__Exercise details__: Count lines with "index" below; give only the number.

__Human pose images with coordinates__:

☆ ☆ ☆ ☆ ☆ ☆ ☆

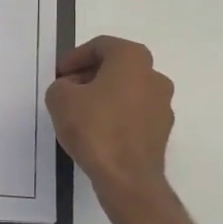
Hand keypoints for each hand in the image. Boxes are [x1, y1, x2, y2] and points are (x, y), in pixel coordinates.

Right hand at [45, 36, 173, 200]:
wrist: (127, 177)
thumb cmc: (94, 128)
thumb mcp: (60, 99)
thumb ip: (61, 85)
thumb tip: (72, 89)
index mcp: (132, 59)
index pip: (100, 46)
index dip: (75, 57)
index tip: (59, 75)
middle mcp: (154, 75)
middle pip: (117, 66)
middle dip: (90, 75)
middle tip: (68, 91)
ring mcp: (163, 104)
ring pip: (127, 90)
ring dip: (104, 95)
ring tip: (80, 114)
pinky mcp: (162, 130)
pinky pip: (135, 113)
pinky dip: (117, 115)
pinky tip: (98, 132)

☆ ☆ ☆ ☆ ☆ ☆ ☆

__Response for this exercise__: 4